It was great to hear news of the letsrecycle.com annual awards this week. Representatives from business, local authorities and other organisations all converged on a central London hotel to discover who the judging panel viewed as leading the way in no less than 10 different waste and recycling related categories.
It was clear from the calibre of the finalists – ranging from an outlet shopping centre, household waste and recycling centres and commercial waste management companies, through to community recycling initiatives, a university and a banking institution – that here in the UK, there’s a real appetite to grasp the issues, not only of business efficiency, but of individual and organisational accountability.

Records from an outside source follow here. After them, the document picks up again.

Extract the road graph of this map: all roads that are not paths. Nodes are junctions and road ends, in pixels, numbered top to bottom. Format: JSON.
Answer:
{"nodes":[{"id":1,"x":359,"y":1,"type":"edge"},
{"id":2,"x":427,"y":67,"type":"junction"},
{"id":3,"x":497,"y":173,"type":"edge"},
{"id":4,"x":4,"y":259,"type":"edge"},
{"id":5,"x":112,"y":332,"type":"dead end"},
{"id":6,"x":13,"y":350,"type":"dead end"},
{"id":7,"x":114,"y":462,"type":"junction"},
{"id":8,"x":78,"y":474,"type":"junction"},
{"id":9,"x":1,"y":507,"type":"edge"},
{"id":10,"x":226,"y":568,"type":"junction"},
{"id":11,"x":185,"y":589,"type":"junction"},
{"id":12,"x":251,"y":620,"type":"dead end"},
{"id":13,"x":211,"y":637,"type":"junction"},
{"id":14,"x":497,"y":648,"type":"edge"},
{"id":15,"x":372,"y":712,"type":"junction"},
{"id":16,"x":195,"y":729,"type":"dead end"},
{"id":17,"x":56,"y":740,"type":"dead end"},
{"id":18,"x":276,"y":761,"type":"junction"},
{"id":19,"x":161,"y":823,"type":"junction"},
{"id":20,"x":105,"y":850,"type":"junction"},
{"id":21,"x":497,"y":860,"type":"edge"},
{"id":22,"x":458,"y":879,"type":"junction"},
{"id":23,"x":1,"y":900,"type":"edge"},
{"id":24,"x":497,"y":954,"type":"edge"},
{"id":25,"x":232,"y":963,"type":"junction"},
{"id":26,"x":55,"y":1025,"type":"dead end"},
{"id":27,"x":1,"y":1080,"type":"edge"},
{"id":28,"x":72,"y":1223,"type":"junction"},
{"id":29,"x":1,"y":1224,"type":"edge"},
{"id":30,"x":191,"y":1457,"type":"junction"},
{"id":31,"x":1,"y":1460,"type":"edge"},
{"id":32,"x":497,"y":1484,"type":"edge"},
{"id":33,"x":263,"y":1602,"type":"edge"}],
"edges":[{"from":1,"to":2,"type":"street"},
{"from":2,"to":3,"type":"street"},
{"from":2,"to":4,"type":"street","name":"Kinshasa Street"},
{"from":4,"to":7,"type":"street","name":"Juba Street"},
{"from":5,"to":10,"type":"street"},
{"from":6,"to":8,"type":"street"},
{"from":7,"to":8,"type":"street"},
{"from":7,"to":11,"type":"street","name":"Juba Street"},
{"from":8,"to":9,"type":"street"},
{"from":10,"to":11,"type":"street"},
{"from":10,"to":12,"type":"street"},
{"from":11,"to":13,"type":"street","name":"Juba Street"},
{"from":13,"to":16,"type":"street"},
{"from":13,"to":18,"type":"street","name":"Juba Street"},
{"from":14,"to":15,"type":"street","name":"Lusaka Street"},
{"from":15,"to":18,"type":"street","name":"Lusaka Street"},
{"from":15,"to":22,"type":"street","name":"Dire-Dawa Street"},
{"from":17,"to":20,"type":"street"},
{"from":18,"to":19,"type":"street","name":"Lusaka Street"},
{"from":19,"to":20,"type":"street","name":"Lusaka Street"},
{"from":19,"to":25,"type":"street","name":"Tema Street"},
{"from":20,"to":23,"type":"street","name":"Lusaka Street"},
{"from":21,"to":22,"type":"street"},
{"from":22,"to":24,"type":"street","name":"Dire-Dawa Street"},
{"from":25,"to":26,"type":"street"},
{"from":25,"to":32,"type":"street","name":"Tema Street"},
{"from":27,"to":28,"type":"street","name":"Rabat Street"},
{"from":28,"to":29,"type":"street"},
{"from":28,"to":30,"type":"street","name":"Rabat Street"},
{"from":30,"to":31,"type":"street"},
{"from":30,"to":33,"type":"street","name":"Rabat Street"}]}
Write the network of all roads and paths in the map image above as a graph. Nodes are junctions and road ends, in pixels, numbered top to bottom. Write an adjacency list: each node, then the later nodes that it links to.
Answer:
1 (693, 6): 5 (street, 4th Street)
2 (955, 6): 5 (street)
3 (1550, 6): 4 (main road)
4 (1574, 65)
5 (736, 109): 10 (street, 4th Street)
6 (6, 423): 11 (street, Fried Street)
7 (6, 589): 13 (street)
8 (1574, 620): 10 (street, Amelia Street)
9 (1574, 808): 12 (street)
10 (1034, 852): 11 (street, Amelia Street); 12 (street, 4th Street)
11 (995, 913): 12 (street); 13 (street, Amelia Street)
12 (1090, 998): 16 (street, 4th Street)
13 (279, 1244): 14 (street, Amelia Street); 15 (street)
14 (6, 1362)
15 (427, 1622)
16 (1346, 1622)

I was also pleased to hear, during the citations, of instances of where WRAP support and help had helped the finalists achieve their goals. Love Food Hate Waste received several name checks, and our Recycle Now brand and loan funds also featured.
Each of the winners richly deserved their awards, but I’d like to add my own congratulations to all the finalists. The judges must have had a hard time picking the winners.
WRAP’s role is very much one of an ‘enabler’, making it possible for others to make changes that will have a lasting impact. Those websites, and the range of loans we administer are just part of the wide ranging tools and support we have on offer, and I welcome feedback from anyone who has found our resources of value. It is good to know when we’ve got it right. And if you’d like to suggest other support we might offer, then please let me know as I’d very much like to hear your ideas.
It’s not just organisations in the UK whose achievements I’ve been impressed by. Last week, I took part in the first-ever Unilever 24 Hour Sustainable Living Lab. This on-line venture brought together contributors from all over the world to talk about critical issues such as designing out waste, carbon emissions, food waste, recycling and community engagement.
Four ‘virtual’ chat rooms, each focusing on a different core theme, ran at the same time. I was invited to start the ball rolling on this: The Big Challenge - How can we substantially reduce the amount of waste sent to landfill that consumer lifestyles generate? What are the key behavioural, infrastructure and market barriers to scaling up recycling and recovery schemes of consumer goods in your country/region? How can these best be addressed?
And here’s what I said to help start the debate…
“The main barriers are lack of awareness and knowledge; a lack of understanding of (and faith in) the recycling process; lack of consistency in approach from area to area; patchy reprocessing infrastructure and capability; and the need to overcome the technical complexities involved in recycling more problematical materials such as some plastics.
There are ways to overcome these barriers – such as the WRAP Love Food Hate Waste initiative; a range of voluntary agreements which have brought organisations together to identify the best solutions to reduce waste and increase recycling levels; advice and guidance for local authorities; and support for SMEs.
There is more to be done on all these areas – we need to be willing to consider and develop new business models that enable consumers to reduce overall consumption (and provide end-of-life solutions when a product has no more to give), and encourage manufacturers to reduce the environmental impacts of the goods they make.”
It was a great opportunity to share ideas and best practice, ask challenging questions, and learn from others in different continents. I think it’s important we make the most of these sorts of opportunities to share knowledge and develop thinking. No one company, country, or continent, for that matter, holds all the answers to all the difficult questions that face us, and the more we are willing work together to find long-term solutions, the better for us all.